Basically the doctrine of laches is a principle of equity. The issue for the Court to decide is whether or not it is equitable to permit plaintiff's suit to proceed against defendant. Since the suit involves the rights of two parties, the Court must consider the rights of each — of plaintiff to obtain a remedy for an alleged wrong, of defendant not to be sued now, by one whose previous action, or inaction, has misled it. In other words, the court of equity must, as usual, balance against each other the equities of the adversaries. Accordingly, the action of plaintiff alone, in delaying the start of its suit, is not the sole criterion. Indeed, the Patent Act itself penalizes such delay, in preventing plaintiff from recovering from defendant any damages which plaintiff has suffered at defendant's hands previous to the last six years before suit filed, 35 U.S.C. § 286, 66 Stat. 813 (1952). Thus the longer, and, from the standpoint of time only, the more unreasonable, plaintiff's delay is, the greater will be his punishment under the statute.

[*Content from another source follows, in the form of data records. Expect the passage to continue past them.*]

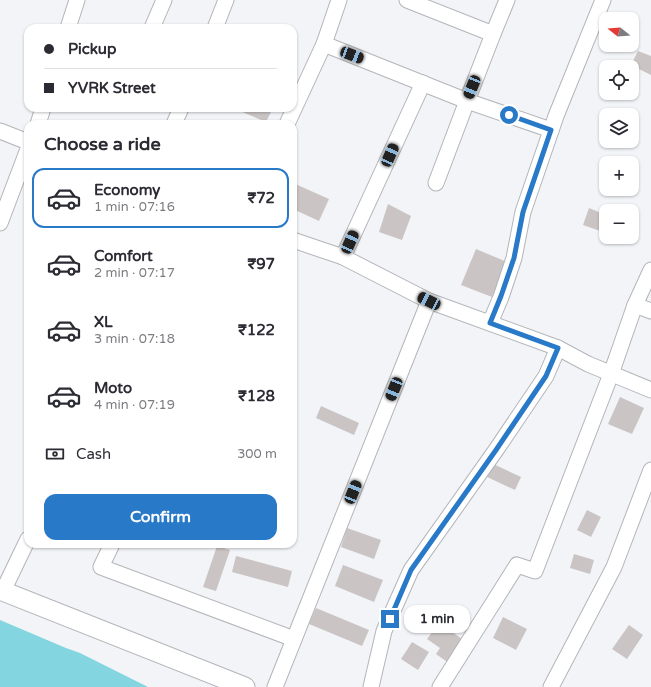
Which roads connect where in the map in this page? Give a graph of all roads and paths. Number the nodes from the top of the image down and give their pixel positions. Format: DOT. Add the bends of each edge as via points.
graph roads {
  1 [pos="77,0"];
  2 [pos="164,0"];
  3 [pos="226,0"];
  4 [pos="339,0"];
  5 [pos="407,0"];
  6 [pos="507,0"];
  7 [pos="603,0"];
  8 [pos="69,24"];
  9 [pos="154,24"];
  10 [pos="217,24"];
  11 [pos="493,34"];
  12 [pos="324,44"];
  13 [pos="423,83"];
  14 [pos="467,101"];
  15 [pos="297,102"];
  16 [pos="551,130"];
  17 [pos="0,131"];
  18 [pos="24,140"];
  19 [pos="24,160"];
  20 [pos="436,183"];
  21 [pos="0,223"];
  22 [pos="297,241"];
  23 [pos="343,257"];
  24 [pos="651,270"];
  25 [pos="429,301"];
  26 [pos="635,305"];
  27 [pos="651,311"];
  28 [pos="490,323"];
  29 [pos="558,348"];
  30 [pos="611,374"];
  31 [pos="651,390"];
  32 [pos="651,470"];
  33 [pos="24,547"];
  34 [pos="110,548"];
  35 [pos="1,590"];
  36 [pos="294,639"];
  37 [pos="245,687"];
  38 [pos="275,687"];
  39 [pos="372,687"];
  40 [pos="440,687"];
  41 [pos="551,687"];
  1 -- 8 [label="street"];
  2 -- 9 [label="street"];
  3 -- 10 [label="street"];
  4 -- 12 [label="street"];
  5 -- 11 [label="street"];
  6 -- 11 [label="street"];
  7 -- 16 [label="street"];
  11 -- 14 [label="street"];
  12 -- 13 [label="street"];
  12 -- 15 [label="street"];
  13 -- 14 [label="street"];
  13 -- 23 [label="street"];
  14 -- 16 [label="street"];
  14 -- 20 [label="street"];
  16 -- 28 [label="street" via="523,212 514,258"];
  17 -- 18 [label="street"];
  19 -- 21 [label="street"];
  22 -- 23 [label="street"];
  23 -- 25 [label="street"];
  24 -- 26 [label="street"];
  25 -- 28 [label="street"];
  25 -- 36 [label="street"];
  26 -- 27 [label="street"];
  26 -- 30 [label="street"];
  28 -- 29 [label="street"];
  29 -- 30 [label="street"];
  29 -- 39 [label="street" via="546,376 411,570 384,631"];
  30 -- 31 [label="street"];
  30 -- 40 [label="street" via="535,571 517,566"];
  32 -- 41 [label="street" via="614,567"];
  33 -- 35 [label="street"];
  34 -- 36 [label="street" via="100,567"];
  35 -- 37 [label="main road"];
  36 -- 38 [label="street"];
}
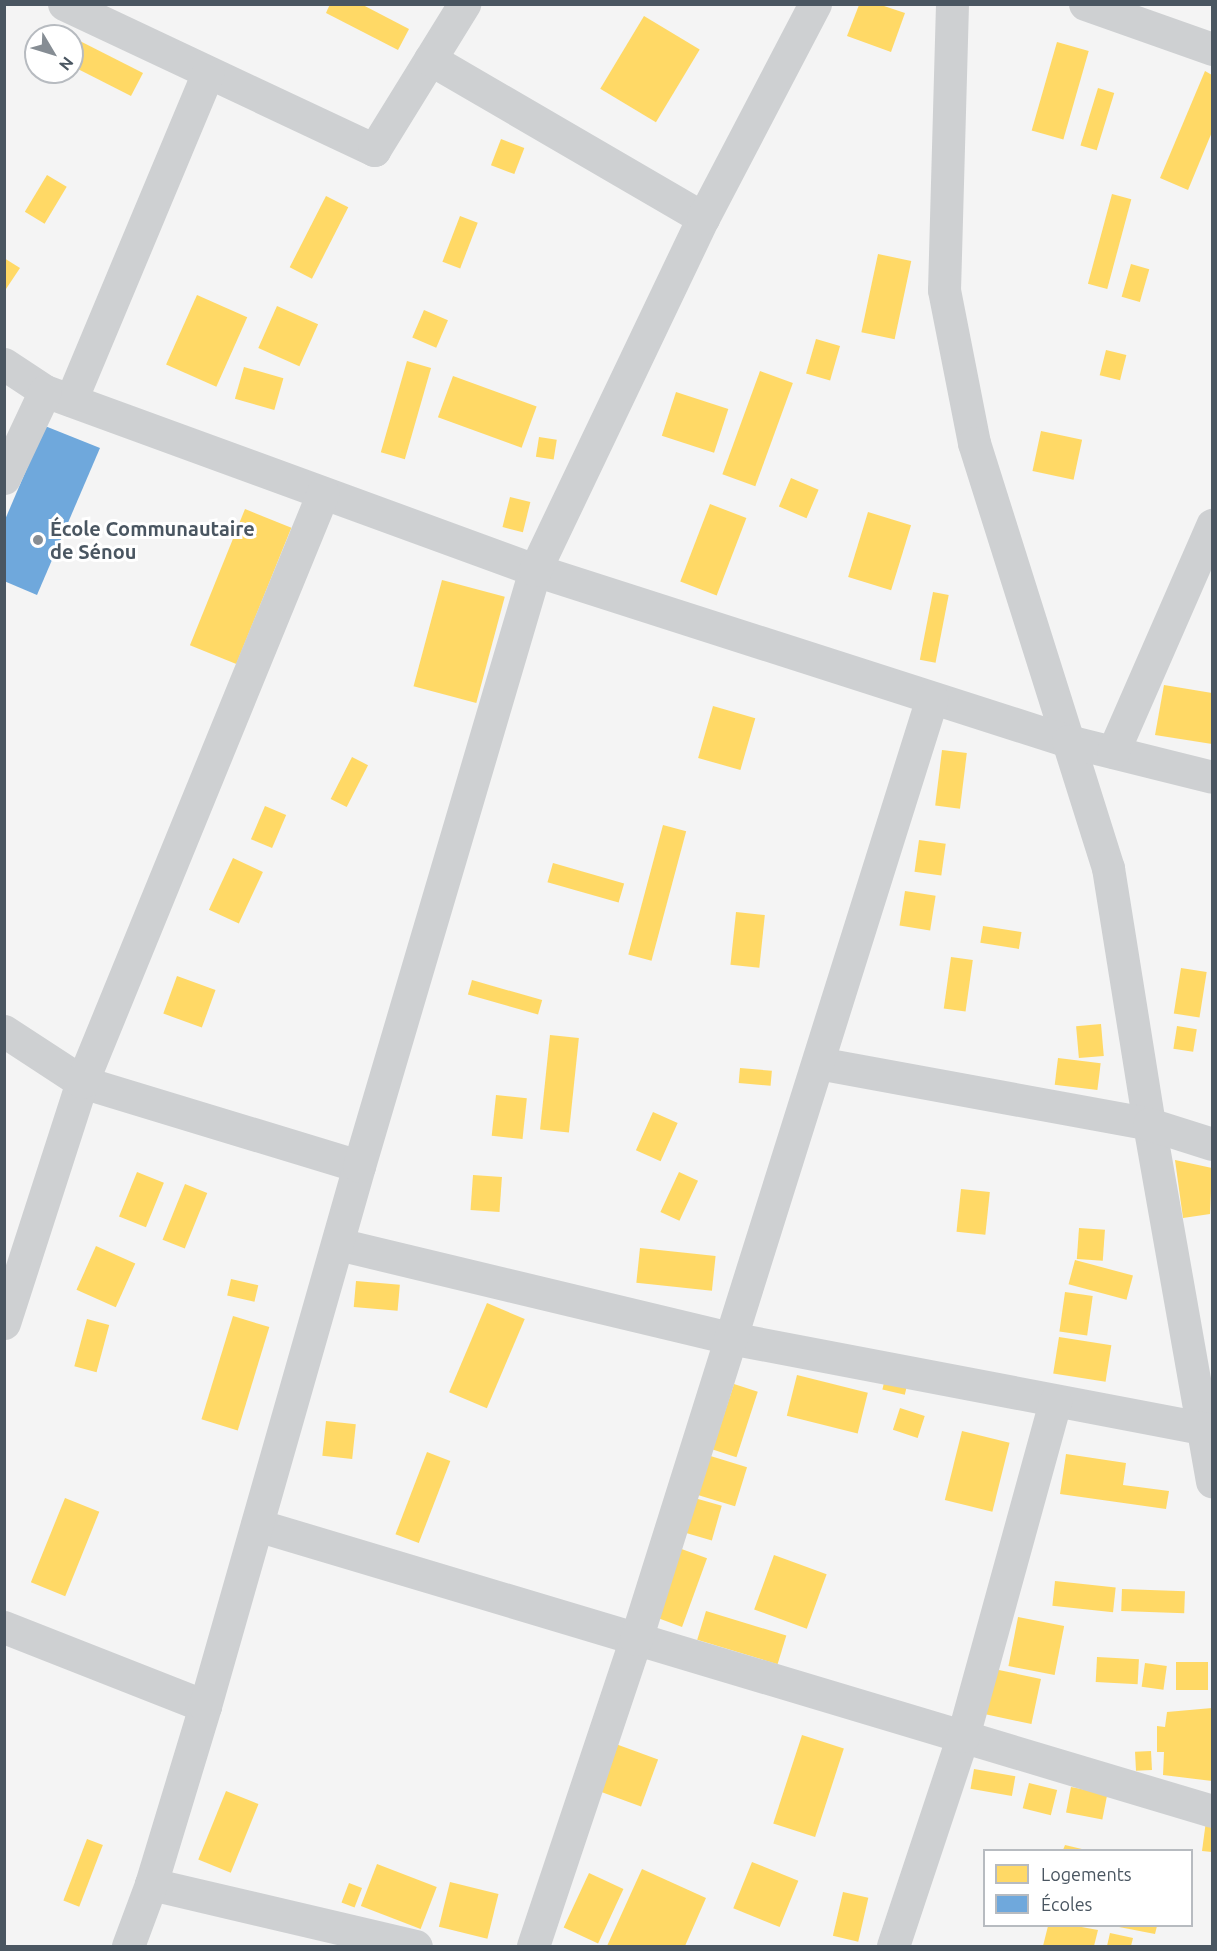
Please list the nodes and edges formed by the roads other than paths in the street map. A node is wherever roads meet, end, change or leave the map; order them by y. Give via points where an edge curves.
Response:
1 (64, 4) edge
2 (464, 4) edge
3 (815, 4) edge
4 (952, 4) edge
5 (1085, 4) edge
6 (1212, 49) edge
7 (430, 59) junction
8 (208, 72) junction
9 (703, 218) junction
10 (4, 364) edge
11 (58, 395) junction
12 (4, 478) edge
13 (323, 493) junction
14 (1212, 525) edge
15 (535, 570) junction
16 (932, 698) junction
17 (1068, 741) junction
18 (1113, 752) junction
19 (1212, 777) edge
20 (4, 1031) edge
21 (818, 1063) junction
22 (82, 1082) junction
23 (1149, 1124) junction
24 (1212, 1144) edge
25 (359, 1166) junction
26 (338, 1244) junction
27 (4, 1323) edge
28 (730, 1338) junction
29 (1055, 1401) junction
30 (1204, 1429) junction
31 (1212, 1481) edge
32 (257, 1525) junction
33 (4, 1627) edge
34 (636, 1639) junction
35 (205, 1706) junction
36 (963, 1736) junction
37 (1212, 1811) edge
38 (151, 1884) junction
39 (128, 1947) edge
40 (416, 1947) edge
41 (534, 1947) edge
42 (893, 1947) edge

1 - 8 street
2 - 7 street
3 - 9 street
4 - 17 street via 945,290 974,443
5 - 6 street
7 - 8 street via 374,150
7 - 9 street
8 - 11 street
9 - 15 street
10 - 11 street
11 - 12 street
11 - 13 street
13 - 15 street
13 - 22 street
14 - 18 street
15 - 16 street
15 - 25 street
16 - 17 street
16 - 21 street
17 - 18 street
17 - 23 street via 1108,868
18 - 19 street
20 - 22 street
21 - 23 street
21 - 28 street
22 - 25 street
22 - 27 street
23 - 24 street
23 - 30 street
25 - 26 street
26 - 28 street
26 - 32 street
28 - 29 street
28 - 34 street
29 - 30 street
29 - 36 street
30 - 31 street
32 - 34 street
32 - 35 street
33 - 35 street
34 - 36 street
34 - 41 street
35 - 38 street
36 - 37 street
36 - 42 street
38 - 39 street
38 - 40 street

But it is not the lapse of time alone that constitutes laches. The further question remains as to what else plaintiff has done, or failed to do, and how his action or inaction in that regard have adversely affected defendant. These factors, normally known as prejudice to defendant, are of equal moment with delay, in determining the existence of equitable laches.

And so run the authorities. "While statements are to be found in some of the cases intimating that unreasonable delay, and mere lapse of time, independently of any statute of limitations, constitute a defense in a court of equity, the generally accepted doctrine appears to be that laches is not like limitation a mere matter of time, but is principally a question of the inequity of permitting a claim to be enforced, this inequity being founded on some change in the condition or relations of the property or the parties." 2 Pomeroy's Equity Jurisprudence, 5th Ed., Sec. 419d, page 177. Indeed, the United States Supreme Court has stated that to constitute laches the defendant must have had good reason to think that plaintiff believes his asserted rights to be worthless or that he has abandoned them. Galliher v. Cadwell, 1892, 145 U.S. 368, 372, 12 S.Ct. 873, 874, 36 L.Ed. 738. In Westco-Chippewa Pump Co. v. Delaware Electric & S. Co., 3 Cir., 1933, 64 F.2d 185, 186, the Court says there "must be a balancing of equities * * * (1) lack of diligence on the part of plaintiff; and (2) injury to defendant due to the inaction of the plaintiff * * *." Accord: Shaffer v. Rector Well Equipment Co., 5 Cir., 1946, 155 F.2d 344; Potash Co. v. International Min. & C. Corp., 10 Cir., 1954, 213 F.2d 153. "Mere lapse of time alone is not sufficient to establish laches." Searchlight Horn Co. v. Victor Talking Mach. Co., D.C.N.J.1919, 261 F. 395, 404; Valvona-Marchiony Company v. Marchiony, D.C.N.J.1913, 207 F. 380, 386.1 In addition, "`Where the party interposing the defense of laches has contributed to or caused the delay, he cannot take advantage of it.'" Howard v. Howe, 7 Cir., 1932, 61 F.2d 577, 580.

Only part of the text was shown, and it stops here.